__EXERCISE MATERIALS__.

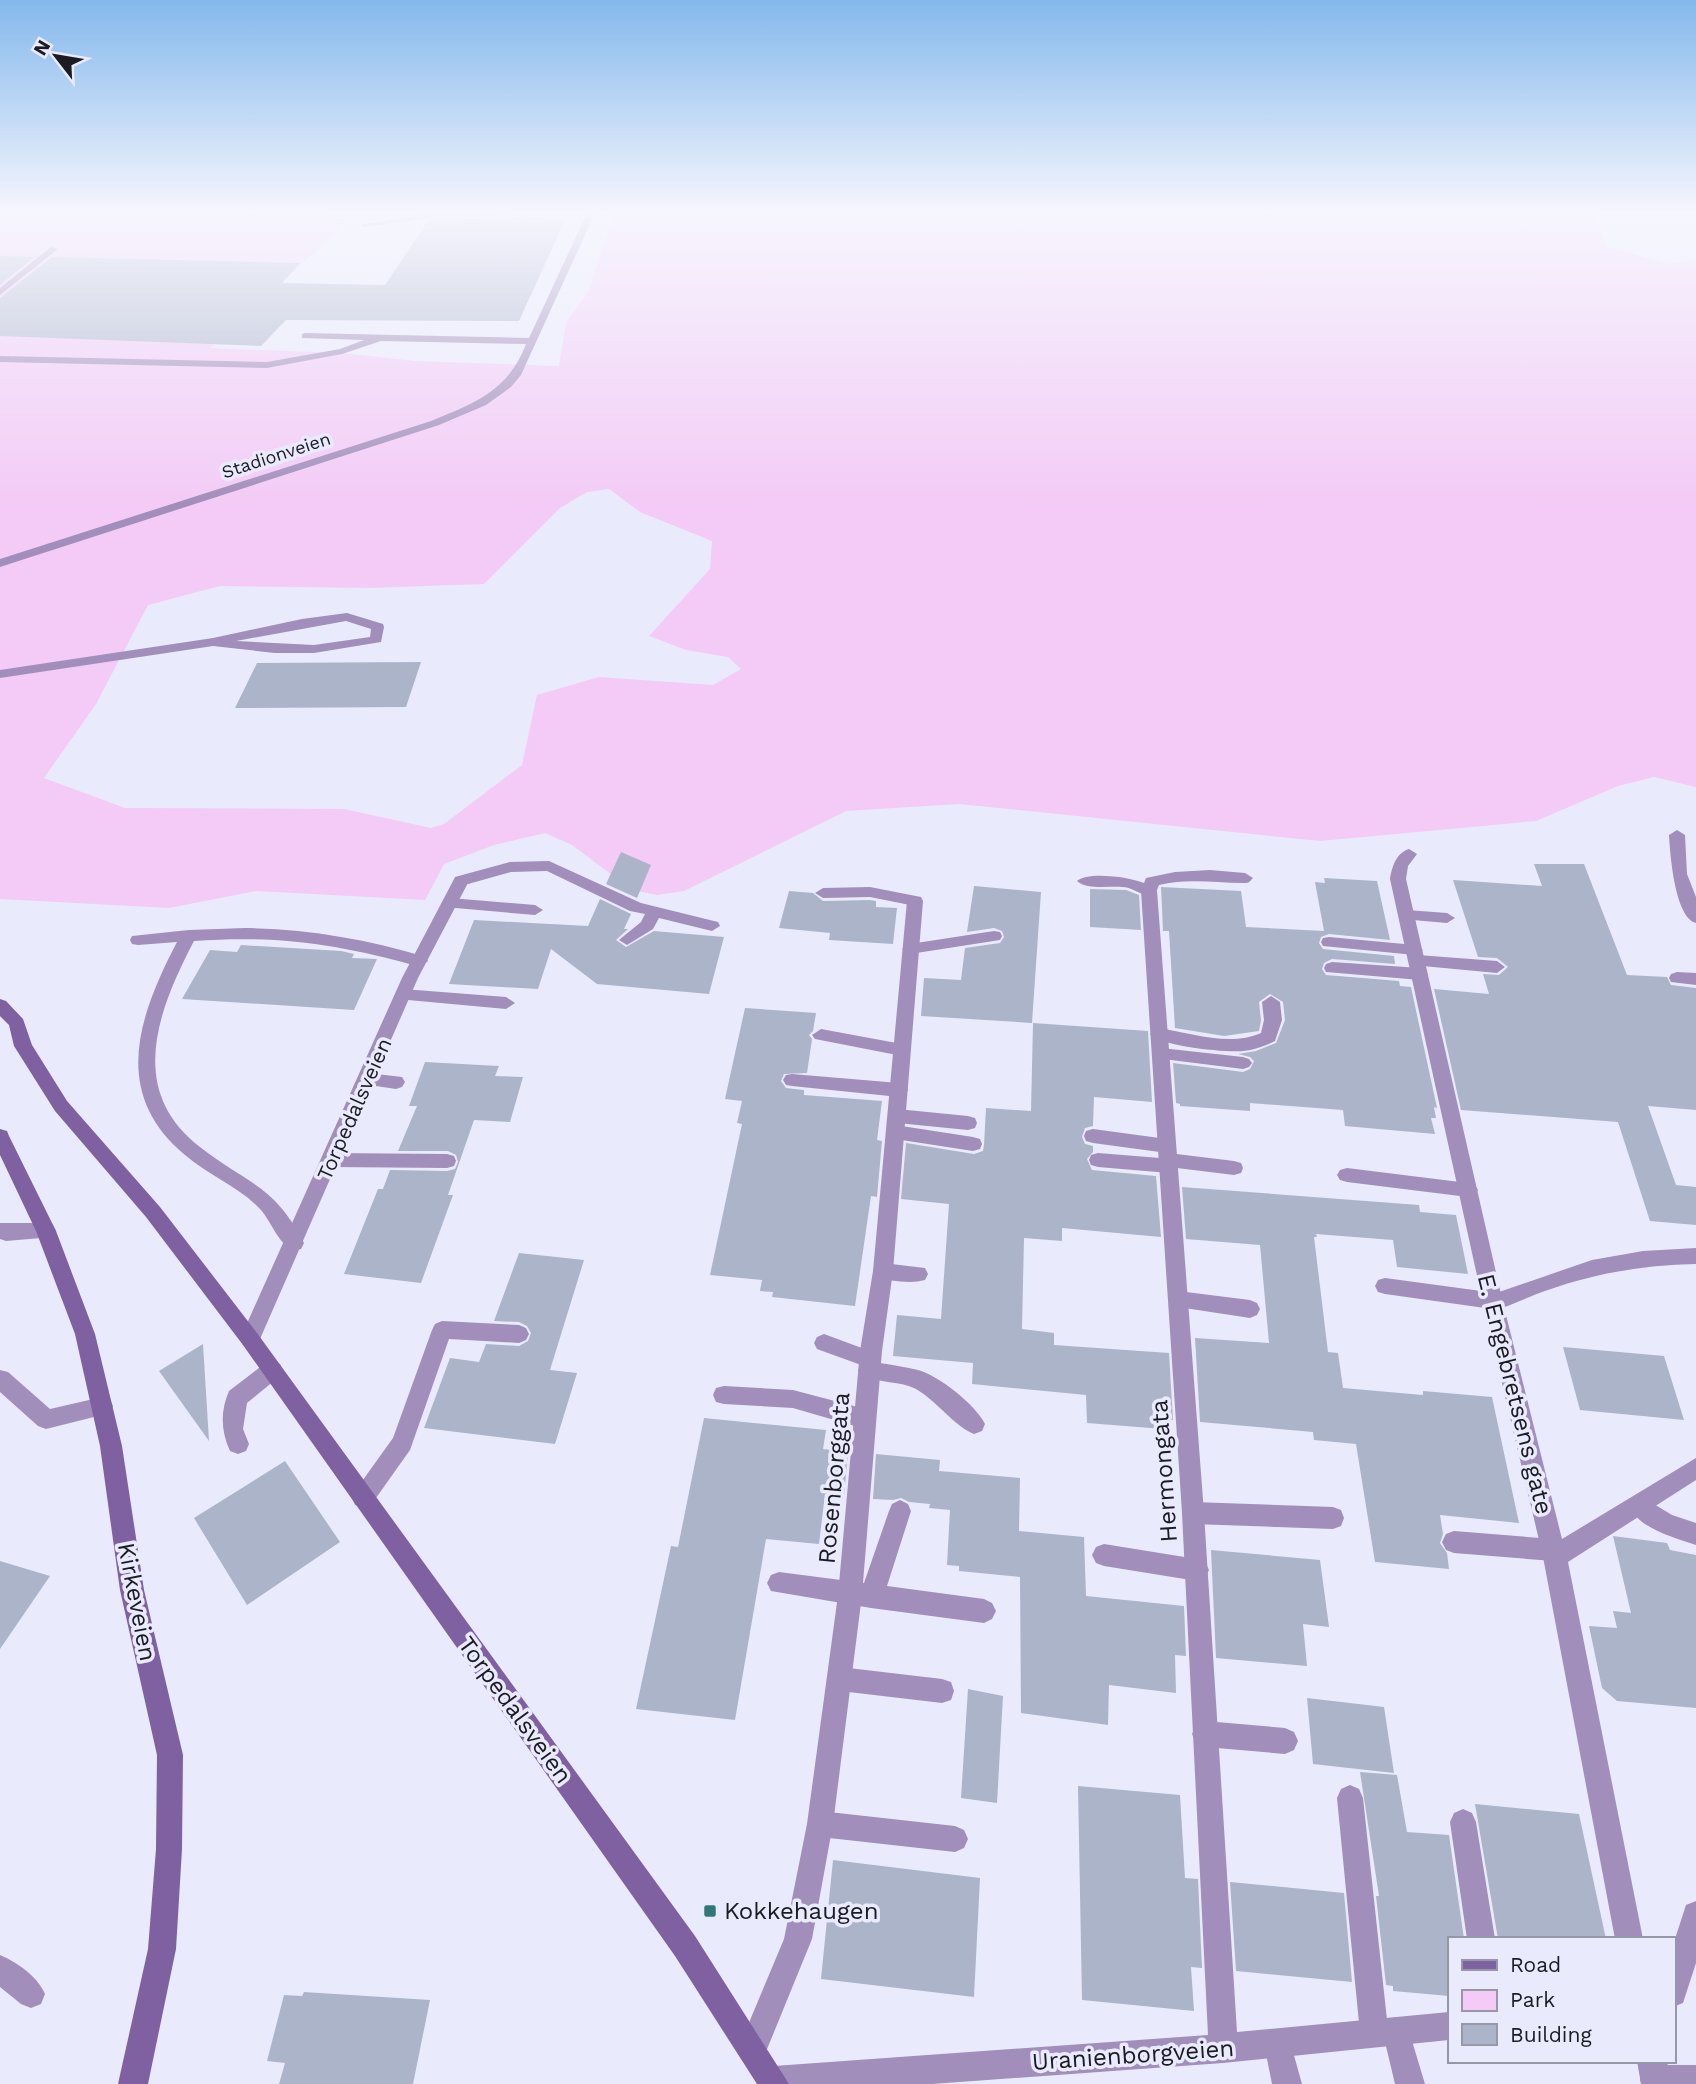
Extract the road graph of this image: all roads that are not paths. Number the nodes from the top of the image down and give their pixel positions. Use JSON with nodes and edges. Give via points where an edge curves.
{"nodes":[{"id":1,"x":546,"y":310,"type":"edge"},
{"id":2,"x":305,"y":336,"type":"dead end"},
{"id":3,"x":379,"y":338,"type":"junction"},
{"id":4,"x":532,"y":341,"type":"junction"},
{"id":5,"x":0,"y":359,"type":"edge"},
{"id":6,"x":0,"y":563,"type":"edge"},
{"id":7,"x":213,"y":642,"type":"junction"},
{"id":8,"x":0,"y":674,"type":"edge"},
{"id":9,"x":1676,"y":835,"type":"dead end"},
{"id":10,"x":1409,"y":854,"type":"dead end"},
{"id":11,"x":1245,"y":878,"type":"dead end"},
{"id":12,"x":1085,"y":881,"type":"dead end"},
{"id":13,"x":1149,"y":891,"type":"junction"},
{"id":14,"x":823,"y":893,"type":"dead end"},
{"id":15,"x":450,"y":903,"type":"junction"},
{"id":16,"x":535,"y":910,"type":"dead end"},
{"id":17,"x":654,"y":912,"type":"junction"},
{"id":18,"x":1407,"y":915,"type":"junction"},
{"id":19,"x":1447,"y":918,"type":"dead end"},
{"id":20,"x":1696,"y":918,"type":"edge"},
{"id":21,"x":712,"y":926,"type":"dead end"},
{"id":22,"x":189,"y":935,"type":"junction"},
{"id":23,"x":993,"y":936,"type":"dead end"},
{"id":24,"x":138,"y":940,"type":"dead end"},
{"id":25,"x":627,"y":940,"type":"dead end"},
{"id":26,"x":1329,"y":942,"type":"dead end"},
{"id":27,"x":910,"y":949,"type":"junction"},
{"id":28,"x":419,"y":961,"type":"junction"},
{"id":29,"x":1417,"y":962,"type":"junction"},
{"id":30,"x":1497,"y":967,"type":"dead end"},
{"id":31,"x":1332,"y":968,"type":"dead end"},
{"id":32,"x":1677,"y":978,"type":"dead end"},
{"id":33,"x":1696,"y":979,"type":"edge"},
{"id":34,"x":403,"y":995,"type":"junction"},
{"id":35,"x":1271,"y":1002,"type":"dead end"},
{"id":36,"x":506,"y":1003,"type":"dead end"},
{"id":37,"x":0,"y":1005,"type":"edge"},
{"id":38,"x":821,"y":1035,"type":"dead end"},
{"id":39,"x":1160,"y":1044,"type":"junction"},
{"id":40,"x":902,"y":1050,"type":"junction"},
{"id":41,"x":1243,"y":1063,"type":"dead end"},
{"id":42,"x":368,"y":1079,"type":"junction"},
{"id":43,"x":792,"y":1080,"type":"dead end"},
{"id":44,"x":396,"y":1082,"type":"dead end"},
{"id":45,"x":899,"y":1090,"type":"junction"},
{"id":46,"x":968,"y":1123,"type":"dead end"},
{"id":47,"x":896,"y":1124,"type":"junction"},
{"id":48,"x":0,"y":1136,"type":"edge"},
{"id":49,"x":1093,"y":1136,"type":"dead end"},
{"id":50,"x":974,"y":1144,"type":"dead end"},
{"id":51,"x":1168,"y":1157,"type":"junction"},
{"id":52,"x":331,"y":1160,"type":"junction"},
{"id":53,"x":1098,"y":1160,"type":"dead end"},
{"id":54,"x":447,"y":1161,"type":"dead end"},
{"id":55,"x":1234,"y":1168,"type":"dead end"},
{"id":56,"x":1347,"y":1175,"type":"dead end"},
{"id":57,"x":1468,"y":1191,"type":"junction"},
{"id":58,"x":0,"y":1231,"type":"edge"},
{"id":59,"x":46,"y":1231,"type":"junction"},
{"id":60,"x":294,"y":1243,"type":"junction"},
{"id":61,"x":1696,"y":1256,"type":"edge"},
{"id":62,"x":883,"y":1272,"type":"junction"},
{"id":63,"x":918,"y":1274,"type":"dead end"},
{"id":64,"x":1385,"y":1286,"type":"dead end"},
{"id":65,"x":1178,"y":1299,"type":"junction"},
{"id":66,"x":1492,"y":1301,"type":"junction"},
{"id":67,"x":1250,"y":1309,"type":"dead end"},
{"id":68,"x":519,"y":1334,"type":"dead end"},
{"id":69,"x":250,"y":1339,"type":"junction"},
{"id":70,"x":824,"y":1343,"type":"dead end"},
{"id":71,"x":870,"y":1365,"type":"junction"},
{"id":72,"x":272,"y":1370,"type":"junction"},
{"id":73,"x":0,"y":1379,"type":"edge"},
{"id":74,"x":724,"y":1395,"type":"dead end"},
{"id":75,"x":102,"y":1406,"type":"junction"},
{"id":76,"x":864,"y":1419,"type":"junction"},
{"id":77,"x":974,"y":1424,"type":"dead end"},
{"id":78,"x":238,"y":1444,"type":"dead end"},
{"id":79,"x":1696,"y":1468,"type":"edge"},
{"id":80,"x":363,"y":1498,"type":"junction"},
{"id":81,"x":1639,"y":1504,"type":"junction"},
{"id":82,"x":900,"y":1511,"type":"dead end"},
{"id":83,"x":1193,"y":1513,"type":"junction"},
{"id":84,"x":1333,"y":1518,"type":"dead end"},
{"id":85,"x":1696,"y":1534,"type":"edge"},
{"id":86,"x":1454,"y":1542,"type":"dead end"},
{"id":87,"x":1554,"y":1554,"type":"junction"},
{"id":88,"x":1104,"y":1555,"type":"dead end"},
{"id":89,"x":1197,"y":1570,"type":"junction"},
{"id":90,"x":779,"y":1583,"type":"dead end"},
{"id":91,"x":861,"y":1596,"type":"junction"},
{"id":92,"x":984,"y":1611,"type":"dead end"},
{"id":93,"x":840,"y":1679,"type":"junction"},
{"id":94,"x":942,"y":1691,"type":"dead end"},
{"id":95,"x":1205,"y":1734,"type":"junction"},
{"id":96,"x":1285,"y":1741,"type":"dead end"},
{"id":97,"x":1350,"y":1798,"type":"dead end"},
{"id":98,"x":1463,"y":1822,"type":"dead end"},
{"id":99,"x":820,"y":1824,"type":"junction"},
{"id":100,"x":955,"y":1839,"type":"dead end"},
{"id":101,"x":1694,"y":1929,"type":"edge"},
{"id":102,"x":1481,"y":1937,"type":"edge"},
{"id":103,"x":1629,"y":1937,"type":"edge"},
{"id":104,"x":0,"y":1969,"type":"edge"},
{"id":105,"x":1675,"y":1987,"type":"edge"},
{"id":106,"x":31,"y":1994,"type":"dead end"},
{"id":107,"x":1448,"y":2026,"type":"edge"},
{"id":108,"x":1385,"y":2032,"type":"junction"},
{"id":109,"x":1278,"y":2044,"type":"junction"},
{"id":110,"x":1223,"y":2048,"type":"junction"},
{"id":111,"x":753,"y":2049,"type":"junction"},
{"id":112,"x":997,"y":2074,"type":"edge"},
{"id":113,"x":1654,"y":2075,"type":"edge"},
{"id":114,"x":1696,"y":2080,"type":"edge"},
{"id":115,"x":774,"y":2083,"type":"edge"},
{"id":116,"x":133,"y":2084,"type":"edge"},
{"id":117,"x":1287,"y":2084,"type":"edge"},
{"id":118,"x":1410,"y":2084,"type":"edge"}],
"edges":[{"from":1,"to":4,"type":"street","name":"Stadionveien"},
{"from":2,"to":3,"type":"street"},
{"from":3,"to":4,"type":"street"},
{"from":3,"to":5,"type":"street","via":[[342,351],[267,365]]},
{"from":4,"to":6,"type":"street","name":"Stadionveien","via":[[526,362],[506,388],[470,409]]},
{"from":7,"to":7,"type":"street","via":[[347,617],[378,627],[376,639],[346,648],[295,651]]},
{"from":7,"to":8,"type":"street"},
{"from":9,"to":20,"type":"street","via":[[1679,874]]},
{"from":10,"to":18,"type":"street","name":"E. Engebretsens gate","via":[[1400,865],[1398,879]]},
{"from":11,"to":13,"type":"street","via":[[1201,873],[1169,877],[1152,882]]},
{"from":12,"to":13,"type":"street","via":[[1129,883]]},
{"from":13,"to":39,"type":"street","name":"Hermongata"},
{"from":14,"to":27,"type":"street","name":"Rosenborggata","via":[[862,890],[915,901]]},
{"from":15,"to":16,"type":"street"},
{"from":15,"to":17,"type":"street","name":"Torpedalsveien","via":[[461,881],[510,867],[549,866]]},
{"from":15,"to":28,"type":"street","name":"Torpedalsveien"},
{"from":17,"to":21,"type":"street"},
{"from":17,"to":25,"type":"street","via":[[647,925]]},
{"from":18,"to":19,"type":"street"},
{"from":18,"to":29,"type":"street","name":"E. Engebretsens gate"},
{"from":22,"to":24,"type":"street"},
{"from":22,"to":28,"type":"street","via":[[312,936],[378,946]]},
{"from":22,"to":60,"type":"street","via":[[164,981],[149,1030],[144,1070],[157,1115],[185,1145],[268,1203]]},
{"from":23,"to":27,"type":"street"},
{"from":26,"to":29,"type":"street"},
{"from":27,"to":40,"type":"street","name":"Rosenborggata"},
{"from":28,"to":34,"type":"street","name":"Torpedalsveien"},
{"from":29,"to":30,"type":"street"},
{"from":29,"to":31,"type":"street"},
{"from":29,"to":57,"type":"street","name":"E. Engebretsens gate"},
{"from":32,"to":33,"type":"street"},
{"from":34,"to":36,"type":"street"},
{"from":34,"to":42,"type":"street","name":"Torpedalsveien"},
{"from":35,"to":39,"type":"street","via":[[1269,1037],[1256,1045]]},
{"from":37,"to":69,"type":"street","name":"Torpedalsveien","via":[[17,1023],[23,1046],[61,1106],[153,1212]]},
{"from":38,"to":40,"type":"street"},
{"from":39,"to":41,"type":"street"},
{"from":39,"to":51,"type":"street","name":"Hermongata"},
{"from":40,"to":45,"type":"street","name":"Rosenborggata"},
{"from":42,"to":44,"type":"street"},
{"from":42,"to":52,"type":"street","name":"Torpedalsveien"},
{"from":43,"to":45,"type":"street"},
{"from":45,"to":47,"type":"street","name":"Rosenborggata"},
{"from":46,"to":47,"type":"street"},
{"from":47,"to":50,"type":"street"},
{"from":47,"to":62,"type":"street","name":"Rosenborggata"},
{"from":48,"to":59,"type":"street","name":"Kirkeveien"},
{"from":49,"to":51,"type":"street"},
{"from":51,"to":53,"type":"street"},
{"from":51,"to":55,"type":"street"},
{"from":51,"to":65,"type":"street","name":"Hermongata"},
{"from":52,"to":54,"type":"street"},
{"from":52,"to":60,"type":"street","name":"Torpedalsveien"},
{"from":56,"to":57,"type":"street"},
{"from":57,"to":66,"type":"street","name":"E. Engebretsens gate"},
{"from":58,"to":59,"type":"street"},
{"from":59,"to":75,"type":"street","name":"Kirkeveien","via":[[85,1334]]},
{"from":60,"to":69,"type":"street","name":"Torpedalsveien"},
{"from":61,"to":66,"type":"street","via":[[1663,1256],[1557,1277]]},
{"from":62,"to":63,"type":"street"},
{"from":62,"to":71,"type":"street","name":"Rosenborggata"},
{"from":64,"to":66,"type":"street"},
{"from":65,"to":67,"type":"street"},
{"from":65,"to":83,"type":"street","name":"Hermongata"},
{"from":66,"to":87,"type":"street","name":"E. Engebretsens gate"},
{"from":68,"to":80,"type":"street","via":[[442,1329],[402,1443]]},
{"from":69,"to":72,"type":"street","name":"Torpedalsveien"},
{"from":70,"to":71,"type":"street"},
{"from":71,"to":76,"type":"street","name":"Rosenborggata"},
{"from":71,"to":77,"type":"street","via":[[918,1379],[946,1397]]},
{"from":72,"to":78,"type":"street","via":[[237,1398],[232,1429]]},
{"from":72,"to":80,"type":"street","name":"Torpedalsveien"},
{"from":73,"to":75,"type":"street","via":[[46,1419]]},
{"from":74,"to":76,"type":"street","via":[[793,1399]]},
{"from":75,"to":116,"type":"street","name":"Kirkeveien","via":[[132,1590],[170,1755],[162,1949]]},
{"from":76,"to":91,"type":"street","name":"Rosenborggata"},
{"from":79,"to":81,"type":"street"},
{"from":80,"to":111,"type":"street","name":"Torpedalsveien","via":[[685,1946]]},
{"from":81,"to":85,"type":"street","via":[[1665,1524]]},
{"from":81,"to":87,"type":"street"},
{"from":82,"to":91,"type":"street"},
{"from":83,"to":84,"type":"street"},
{"from":83,"to":89,"type":"street","name":"Hermongata"},
{"from":86,"to":87,"type":"street"},
{"from":87,"to":103,"type":"street","name":"E. Engebretsens gate"},
{"from":88,"to":89,"type":"street"},
{"from":89,"to":95,"type":"street","name":"Hermongata"},
{"from":90,"to":91,"type":"street"},
{"from":91,"to":92,"type":"street"},
{"from":91,"to":93,"type":"street","name":"Rosenborggata"},
{"from":93,"to":94,"type":"street"},
{"from":93,"to":99,"type":"street","name":"Rosenborggata"},
{"from":95,"to":96,"type":"street"},
{"from":95,"to":110,"type":"street","name":"Hermongata"},
{"from":97,"to":108,"type":"street"},
{"from":98,"to":102,"type":"street"},
{"from":99,"to":100,"type":"street"},
{"from":99,"to":111,"type":"street","name":"Rosenborggata","via":[[798,1939]]},
{"from":101,"to":105,"type":"street"},
{"from":104,"to":106,"type":"street"},
{"from":107,"to":108,"type":"street","name":"Uranienborgveien"},
{"from":108,"to":109,"type":"street","name":"Uranienborgveien"},
{"from":108,"to":118,"type":"street"},
{"from":109,"to":110,"type":"street","name":"Uranienborgveien"},
{"from":109,"to":117,"type":"street"},
{"from":110,"to":112,"type":"street","name":"Uranienborgveien"},
{"from":111,"to":115,"type":"street","name":"Torpedalsveien"},
{"from":112,"to":115,"type":"street","name":"Uranienborgveien"},
{"from":113,"to":114,"type":"street"}]}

__WHAT IS NEEDED__. Check each line of the records for the string "Uranienborgveien" and copy those that have it.

__OUTPUT FOR THIS EXERCISE__.
{"from":107,"to":108,"type":"street","name":"Uranienborgveien"},
{"from":108,"to":109,"type":"street","name":"Uranienborgveien"},
{"from":109,"to":110,"type":"street","name":"Uranienborgveien"},
{"from":110,"to":112,"type":"street","name":"Uranienborgveien"},
{"from":112,"to":115,"type":"street","name":"Uranienborgveien"},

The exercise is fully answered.